Monday, November 26, 2012
http://www.thespacereview.com/article/2192/1
http://www.technologyreview.com/view/508906/mars-astronauts-likely-to-witness-1-megaton-asteroid-impacts/
The Physics arXiv Blog
December 17, 2012
Mars Astronauts Likely to Witness 1 Megaton Asteroid Impacts
The latest estimate of asteroid impact probabilities on Mars suggests a three year mission would experience a 1 megaton event
Asteroid impacts are among the most feared of natural catastrophes. So estimating the risk they pose to humanity is an important task.
One method is to look at the number of impacts in the past and use this as a guide to the future. This isn’t entirely straightforward since the distribution of crater sizes we see today depends not only on the rate of impact in the past but also on the rate of disappearance via processes such as erosion, tectonic changes, obliteration by other craters and so on.
Nevertheless, various groups have measured the distribution of crater sizes and come up with estimates of future impact probabilities.
Today. William Bruckman and pals at the University of Puerto Rico at Humacao do exactly this kind of analysis but with a twist. They derive impact probabilities for Earth but also for Mars. Their conclusion is that astronauts visiting Mars for just a few years are likely to witness a significant asteroid impact.
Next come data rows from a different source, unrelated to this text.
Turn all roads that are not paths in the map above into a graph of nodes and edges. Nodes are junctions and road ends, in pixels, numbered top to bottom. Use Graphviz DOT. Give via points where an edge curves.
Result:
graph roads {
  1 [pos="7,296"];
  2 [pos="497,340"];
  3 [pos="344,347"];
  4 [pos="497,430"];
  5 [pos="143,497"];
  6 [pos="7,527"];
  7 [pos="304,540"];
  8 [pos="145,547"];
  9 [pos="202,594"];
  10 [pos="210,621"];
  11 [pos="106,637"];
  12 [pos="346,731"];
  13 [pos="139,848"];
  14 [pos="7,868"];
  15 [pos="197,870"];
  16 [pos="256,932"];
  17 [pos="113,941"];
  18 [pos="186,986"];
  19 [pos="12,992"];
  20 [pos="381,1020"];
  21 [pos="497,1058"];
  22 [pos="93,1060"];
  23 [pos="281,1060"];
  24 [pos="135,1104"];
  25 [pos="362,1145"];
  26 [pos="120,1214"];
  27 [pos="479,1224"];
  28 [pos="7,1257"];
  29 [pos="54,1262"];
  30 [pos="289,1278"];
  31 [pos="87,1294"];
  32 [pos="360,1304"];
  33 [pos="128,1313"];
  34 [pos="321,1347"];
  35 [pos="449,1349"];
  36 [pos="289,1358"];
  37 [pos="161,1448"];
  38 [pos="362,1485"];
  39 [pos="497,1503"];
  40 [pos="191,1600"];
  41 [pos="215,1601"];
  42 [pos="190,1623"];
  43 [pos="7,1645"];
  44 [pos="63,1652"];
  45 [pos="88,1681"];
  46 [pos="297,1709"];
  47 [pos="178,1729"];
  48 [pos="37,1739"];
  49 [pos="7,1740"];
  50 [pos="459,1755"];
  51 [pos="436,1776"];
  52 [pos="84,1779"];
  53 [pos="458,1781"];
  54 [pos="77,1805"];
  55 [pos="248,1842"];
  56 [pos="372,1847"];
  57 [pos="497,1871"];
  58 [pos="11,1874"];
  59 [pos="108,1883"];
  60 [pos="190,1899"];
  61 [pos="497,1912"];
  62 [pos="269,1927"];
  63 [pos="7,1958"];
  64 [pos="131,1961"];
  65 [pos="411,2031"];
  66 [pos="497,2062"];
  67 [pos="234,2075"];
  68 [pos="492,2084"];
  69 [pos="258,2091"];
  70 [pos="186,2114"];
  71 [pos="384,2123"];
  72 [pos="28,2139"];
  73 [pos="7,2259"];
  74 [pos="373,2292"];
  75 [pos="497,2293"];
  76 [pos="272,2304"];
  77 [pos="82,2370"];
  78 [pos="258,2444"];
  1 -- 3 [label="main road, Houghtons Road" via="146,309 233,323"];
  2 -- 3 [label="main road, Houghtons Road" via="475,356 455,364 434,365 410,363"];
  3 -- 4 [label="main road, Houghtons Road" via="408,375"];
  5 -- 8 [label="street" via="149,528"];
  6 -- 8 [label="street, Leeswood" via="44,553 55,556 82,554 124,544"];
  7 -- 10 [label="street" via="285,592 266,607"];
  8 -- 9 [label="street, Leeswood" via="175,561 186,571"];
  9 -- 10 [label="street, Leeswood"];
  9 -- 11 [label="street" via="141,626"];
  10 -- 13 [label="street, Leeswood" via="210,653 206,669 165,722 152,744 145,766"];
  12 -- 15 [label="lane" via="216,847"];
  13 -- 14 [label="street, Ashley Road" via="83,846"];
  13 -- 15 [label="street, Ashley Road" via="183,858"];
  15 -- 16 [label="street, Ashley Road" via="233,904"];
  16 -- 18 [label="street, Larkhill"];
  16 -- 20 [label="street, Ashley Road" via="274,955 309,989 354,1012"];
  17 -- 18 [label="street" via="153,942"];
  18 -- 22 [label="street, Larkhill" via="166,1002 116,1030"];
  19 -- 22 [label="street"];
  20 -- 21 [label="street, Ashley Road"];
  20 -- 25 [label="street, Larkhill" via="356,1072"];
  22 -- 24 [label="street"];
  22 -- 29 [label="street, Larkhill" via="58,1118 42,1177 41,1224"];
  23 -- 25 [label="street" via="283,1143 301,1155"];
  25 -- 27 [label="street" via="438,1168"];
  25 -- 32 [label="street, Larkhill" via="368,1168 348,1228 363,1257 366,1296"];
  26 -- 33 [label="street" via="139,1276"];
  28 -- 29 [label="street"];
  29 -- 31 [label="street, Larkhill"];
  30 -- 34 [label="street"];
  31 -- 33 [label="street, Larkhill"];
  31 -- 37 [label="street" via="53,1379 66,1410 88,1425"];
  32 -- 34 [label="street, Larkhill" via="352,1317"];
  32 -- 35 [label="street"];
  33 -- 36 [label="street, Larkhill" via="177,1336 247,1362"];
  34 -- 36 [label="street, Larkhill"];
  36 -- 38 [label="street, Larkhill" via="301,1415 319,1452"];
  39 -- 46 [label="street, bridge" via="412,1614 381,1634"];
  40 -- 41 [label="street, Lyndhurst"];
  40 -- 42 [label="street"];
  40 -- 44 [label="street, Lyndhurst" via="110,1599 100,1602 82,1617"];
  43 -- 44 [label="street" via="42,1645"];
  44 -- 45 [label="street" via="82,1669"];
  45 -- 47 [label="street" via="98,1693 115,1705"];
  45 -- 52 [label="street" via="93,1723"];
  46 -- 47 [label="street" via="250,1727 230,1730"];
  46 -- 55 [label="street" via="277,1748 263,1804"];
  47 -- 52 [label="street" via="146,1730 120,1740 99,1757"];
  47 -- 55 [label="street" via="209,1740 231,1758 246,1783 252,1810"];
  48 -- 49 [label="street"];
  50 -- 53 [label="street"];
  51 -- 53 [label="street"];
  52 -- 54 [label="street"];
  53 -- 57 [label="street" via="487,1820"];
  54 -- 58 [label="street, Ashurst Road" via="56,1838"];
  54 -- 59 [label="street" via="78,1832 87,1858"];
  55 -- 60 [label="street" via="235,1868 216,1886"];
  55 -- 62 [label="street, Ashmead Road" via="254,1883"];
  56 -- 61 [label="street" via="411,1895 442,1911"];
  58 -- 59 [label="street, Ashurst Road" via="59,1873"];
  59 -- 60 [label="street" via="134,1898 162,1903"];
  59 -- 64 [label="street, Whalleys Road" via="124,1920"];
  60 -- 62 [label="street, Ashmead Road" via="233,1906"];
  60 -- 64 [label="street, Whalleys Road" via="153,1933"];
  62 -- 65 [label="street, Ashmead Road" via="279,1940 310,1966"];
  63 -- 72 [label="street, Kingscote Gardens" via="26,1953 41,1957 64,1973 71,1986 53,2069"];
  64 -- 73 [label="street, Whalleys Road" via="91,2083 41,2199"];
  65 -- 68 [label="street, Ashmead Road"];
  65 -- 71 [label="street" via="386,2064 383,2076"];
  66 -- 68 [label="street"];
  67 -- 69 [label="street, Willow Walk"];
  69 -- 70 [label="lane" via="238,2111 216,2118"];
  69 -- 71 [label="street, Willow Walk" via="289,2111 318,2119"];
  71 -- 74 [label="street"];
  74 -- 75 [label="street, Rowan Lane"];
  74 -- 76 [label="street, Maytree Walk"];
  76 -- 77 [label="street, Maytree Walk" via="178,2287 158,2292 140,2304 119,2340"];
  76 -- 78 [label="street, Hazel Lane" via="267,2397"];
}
Bruckman and co’s work is one of mathematical modelling and testing. These guys have created a model that describes the rate of impact on Earth and tested it against the existing data.
Their model suggests that Tunguska-type events of around 10 megatons should occur roughly once a century and smaller 1 megaton events once every 15 years. They say that both these predictions are compatible with crater counts and most other estimates.
Emboldened by this success, they apply the same model to Mars, where impact rates are likely to be higher because of its proximity to the asteroid belt. Here’s the interesting part: these guys calcaulte that Mars experiences a 1 megaton event every three years.
That’s significant because future missions to Mars may well last several years. “We expect that Mars visitors spending a few years there will have a high probability of witnessing a megaton-type meteorite impact.” they say.
That’s could have an important impact on any mission. “These impacts are likely to cause more damage on the surface than on our planet, due to the much lower atmospheric Martian density,” they conclude.
The one problem of course is how this squares with the actual experience of exploring Mars using robotic landers and rovers. These missions have together clocked up several decades on the surface. It’s not at all clear that any of them have been hampered by, or even noticed, a 1-megaton asteroid impact.
Nevertheless, these kind of predictions require further study.
Any visitors to Mars will be no strangers to danger, of course. A mission would involve the significant risk of launch, a landing on a foreign planet and a launch home again, plus the intense radiation throughout both legs of journey and the time on the Red Planet. As if that weren’t enough, they’ll now have to worry about the possibility of a megaton asteriod impact.
All the more reason, if any were needed, to rely on the cheaper, safer, more capable efforts of robots for the foreseeable future of Martian exploration.